According to the paper, the association’s leader, Elijah Kinyua Ng’ang’a alias General Bahati, told the press some fighters had been omitted while some elders put their names on the lists, while leaving out bona fide members.

Standard Digital says that tens of thousands of rebels were killed by colonial forces and their Kenyan allies, while an estimated 150,000 people, many of them unconnected to the Mau Mau, were detained in brutal camps. For the paper some of the victims consider the cash is not enough but admit it is better than nothing.

The Standard also reports that some of the old men and women who gathered to watch live proceedings of the British acknowledgement of atrocities against the Mau Mau broke into song and jubilation when Foreign Secretary William Hague offered an apology.

South Africa's City Press highlights remarks by prominent anti-apartheid activist Mamphela Ramphele, who regrets Nelson Mandela’s early exit from politics. Ramphele, who is preparing to launch a new political to challenge President Jacob Zuma’s ruling ANC in polls next year, observed that South Africa would have been a better democracy had Mandela served a second term as president.

Ramphele who heads a new opposition movement, Agang, says she is not sure that Mandela’s successors are as committed as he was, warning that after nearly 20 years of democracy, the country is on a completely wrong track.

Pretoria News takes up the ordeal of a distraught father who alleges that his 11-year-old daughter was hit on the head with a blackboard duster and his 15-year-old son forced to eat food from the floor at a primary school in Soshanguve, a township north of Pretoria. The paper reports that that the Education Department has sent a team to investigate the shocking allegations and provide psychosocial support to children at the school.

The Sowetan posts a video on its website of a man claiming to be a reincarnation of Jesus Christ.

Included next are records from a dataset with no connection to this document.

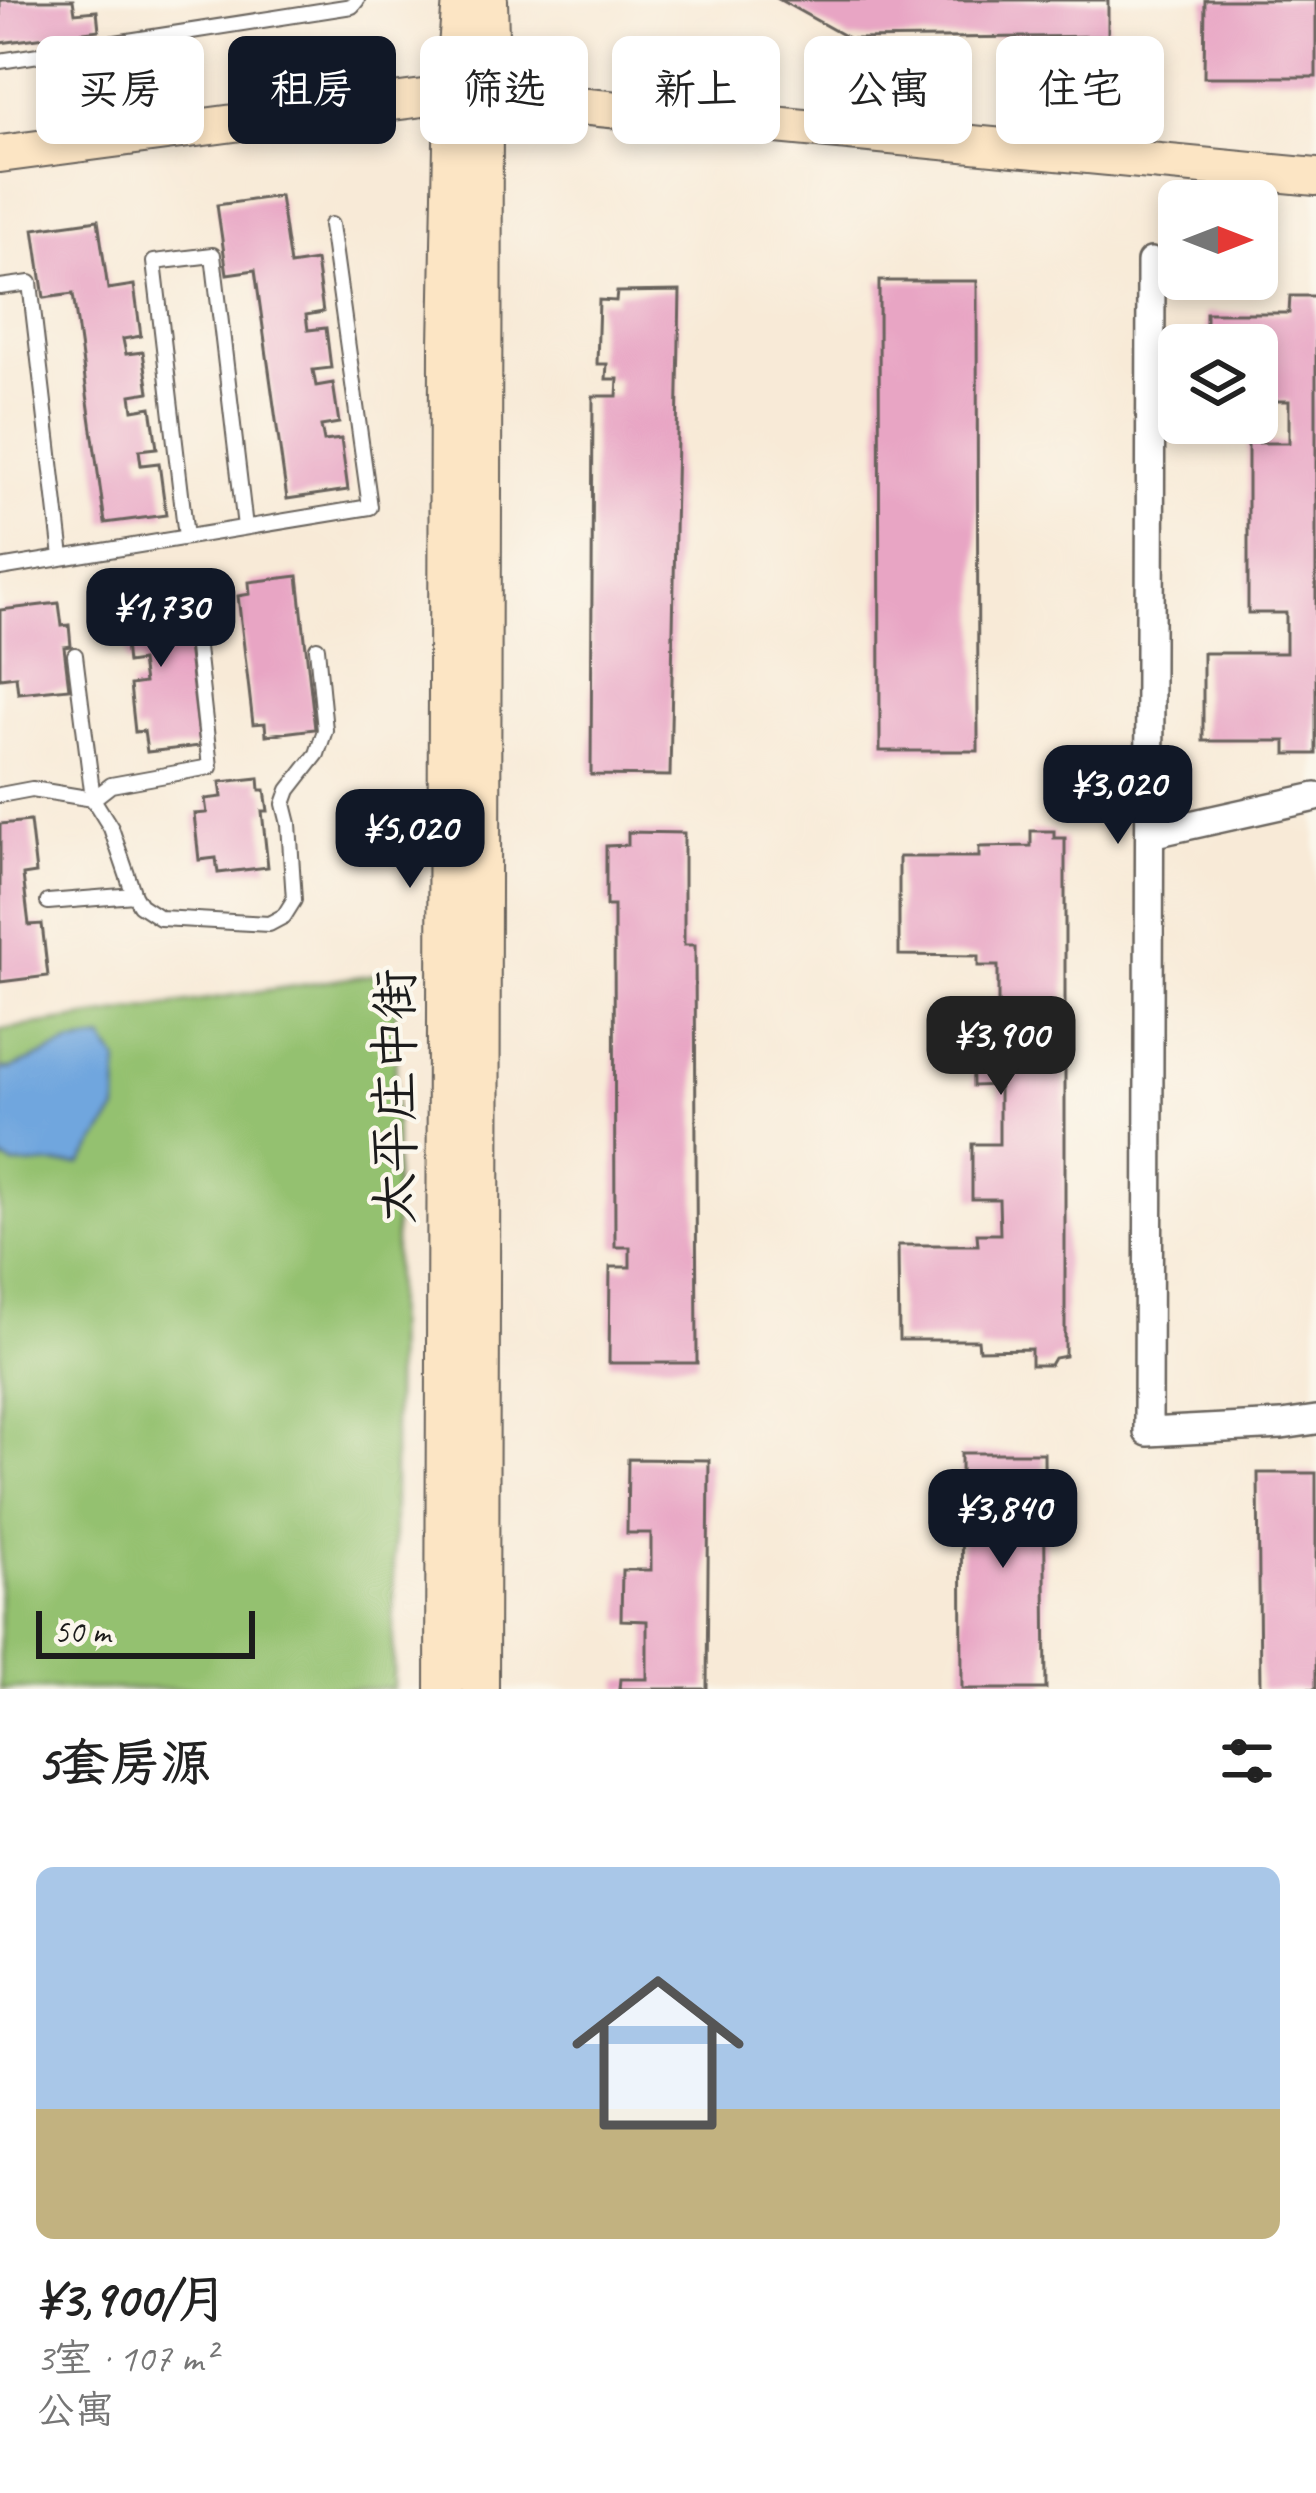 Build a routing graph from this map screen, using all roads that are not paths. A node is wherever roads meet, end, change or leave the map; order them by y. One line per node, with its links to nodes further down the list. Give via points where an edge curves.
1 (357, 0): 6 (lane)
2 (461, 0): 4 (main road, 太平庄中街)
3 (489, 0): 5 (main road, 太平庄中街)
4 (464, 36)
5 (490, 36)
6 (0, 61)
7 (420, 101): 11 (main road)
8 (588, 107): 12 (main road)
9 (465, 144): 31 (main road, 太平庄中街, via 448,392)
10 (468, 144): 32 (main road, 太平庄中街)
11 (0, 154)
12 (1316, 177)
13 (332, 225): 16 (lane, via 370,507)
14 (1151, 262): 27 (street)
15 (0, 287): 19 (lane, via 30,284)
16 (245, 527): 17 (lane); 17 (lane, via 214,255 154,262)
17 (186, 537): 19 (lane)
18 (0, 546): 20 (lane)
19 (62, 557): 20 (lane)
20 (1, 567)
21 (193, 611): 26 (lane, via 210,767 111,785)
22 (317, 648): 28 (lane, via 325,730 284,803 295,900 284,916 269,924 160,918)
23 (75, 655): 26 (lane)
24 (0, 795): 26 (lane, via 32,789)
25 (1316, 797): 27 (street)
26 (93, 799): 28 (lane)
27 (1150, 834): 30 (street, via 1148,1432)
28 (134, 895): 29 (lane)
29 (47, 902)
30 (1316, 1420)
31 (444, 1689)
32 (480, 1689) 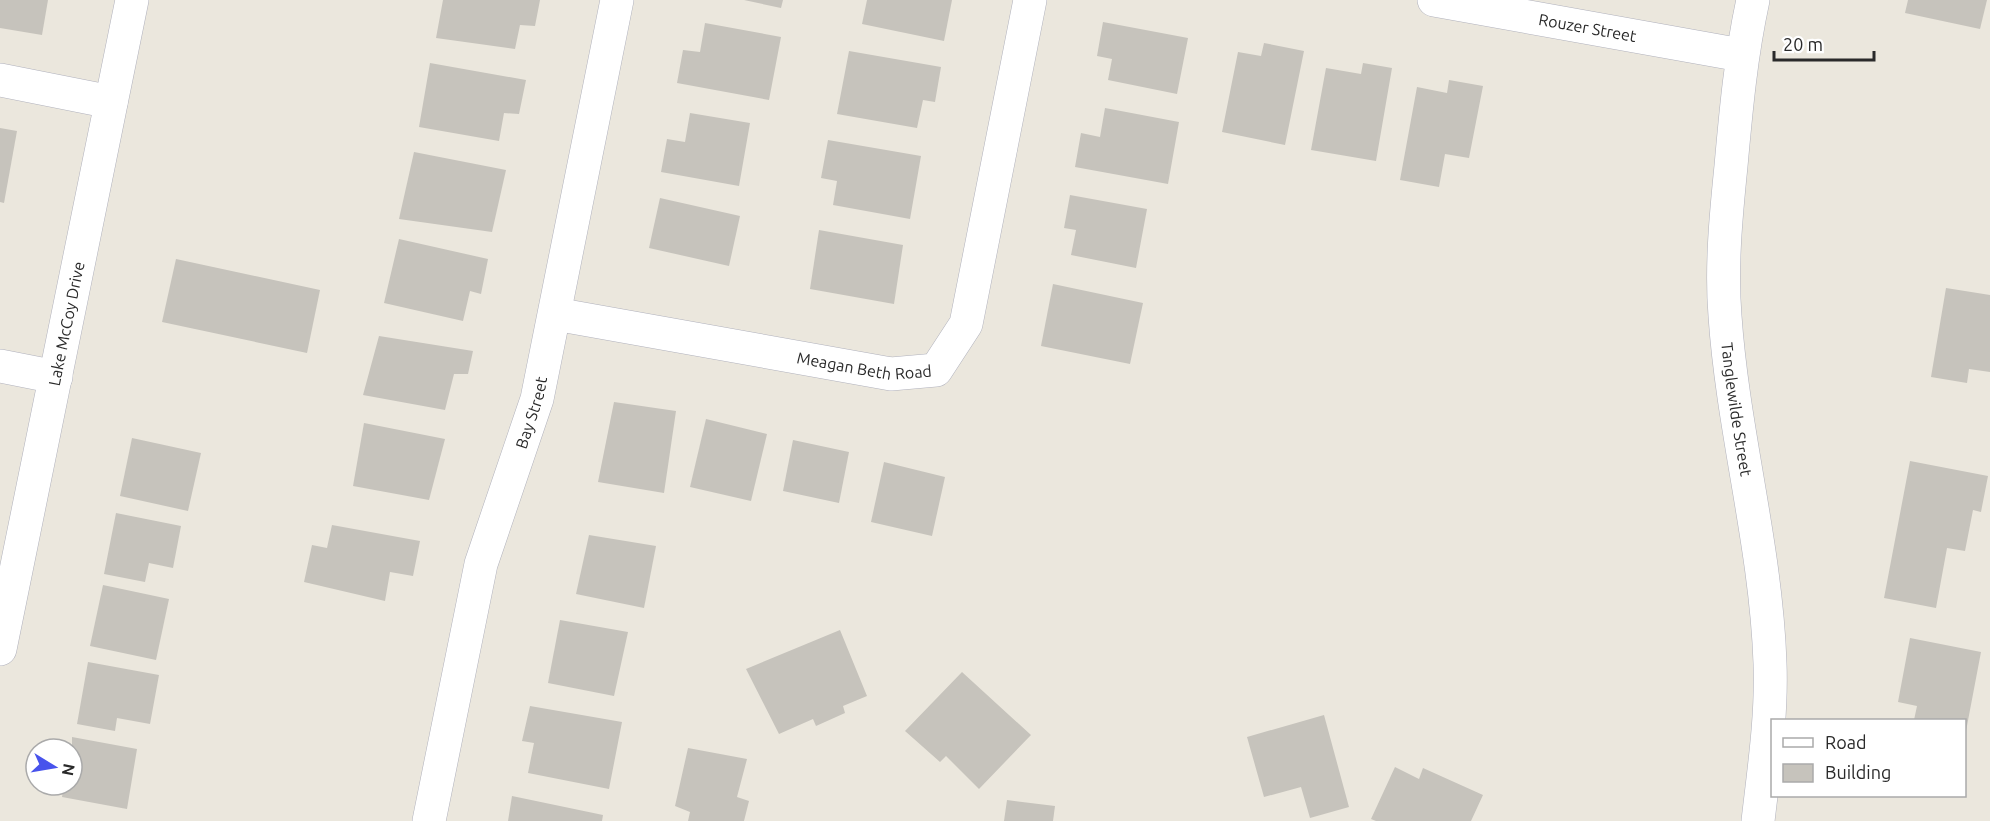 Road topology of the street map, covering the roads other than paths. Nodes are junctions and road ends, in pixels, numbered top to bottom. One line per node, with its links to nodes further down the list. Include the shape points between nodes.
1 (132, 0): 8 (street, Lake McCoy Drive)
2 (617, 0): 9 (street, Bay Street)
3 (1030, 0): 9 (street, Meagan Beth Road, via 966,324 936,370 891,374)
4 (1434, 0): 6 (street, Rouzer Street)
5 (1753, 0): 6 (street, Tanglewilde Street)
6 (1741, 55): 14 (street, Tanglewilde Street, via 1726,218 1724,314 1764,587 1770,664)
7 (0, 80): 8 (street)
8 (111, 102): 11 (street, Lake McCoy Drive)
9 (555, 314): 13 (street, Bay Street, via 537,399 481,564)
10 (0, 366): 11 (street)
11 (56, 377): 12 (street, Lake McCoy Drive)
12 (0, 649)
13 (429, 821)
14 (1758, 821) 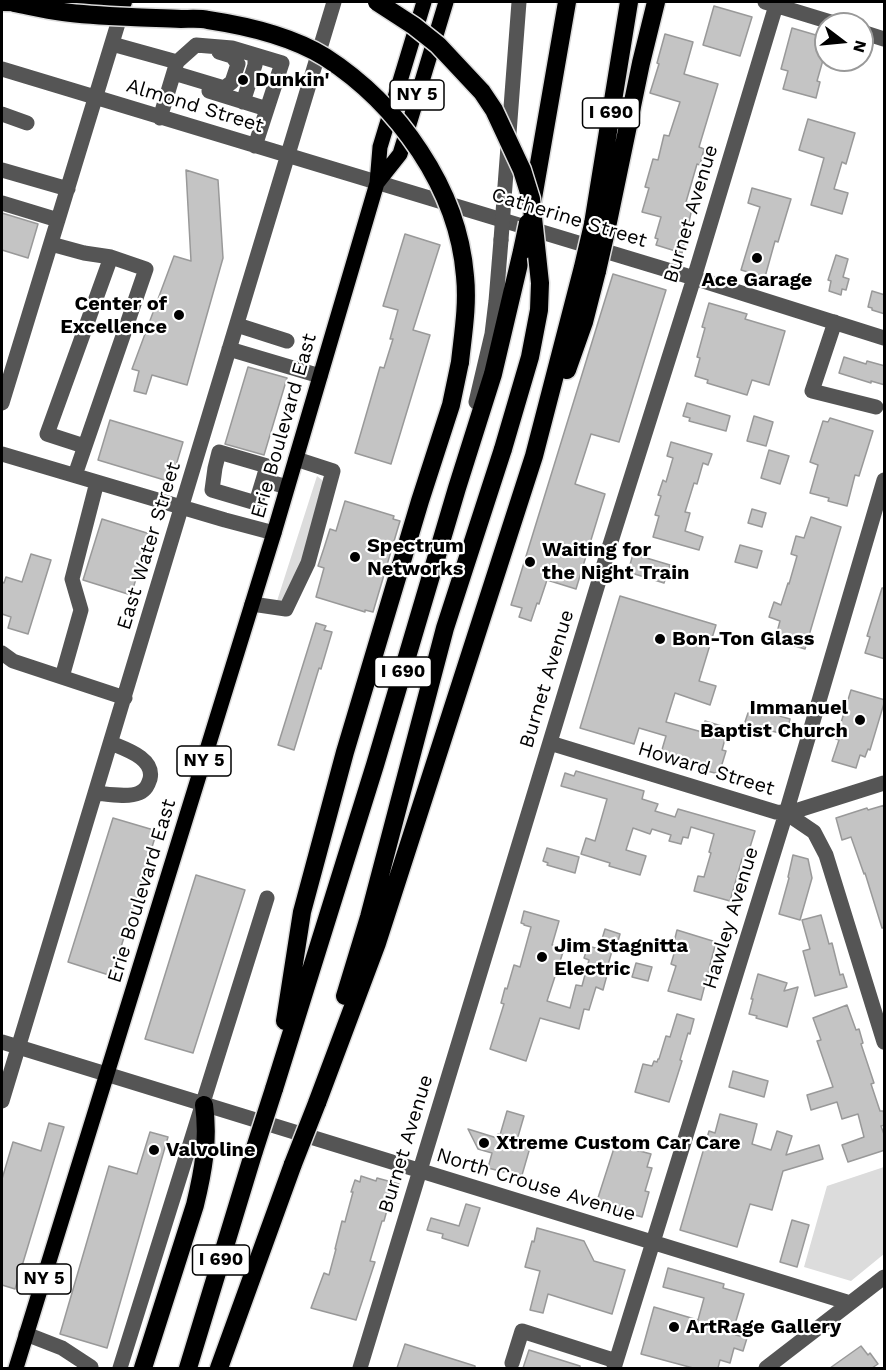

The paper reports that the man, known as Hlongwane, an Eshowe from northern KwaZulu-Natal told the press that he was reborn as the son of God after spending years in the wilderness.

According to the Sowetan, Hlongwane has already gathered over a dozen disciples at his compound, including an 84-year-old man who has abandoned his wife of 41 years and handed his whole pension to the so-called king of kings.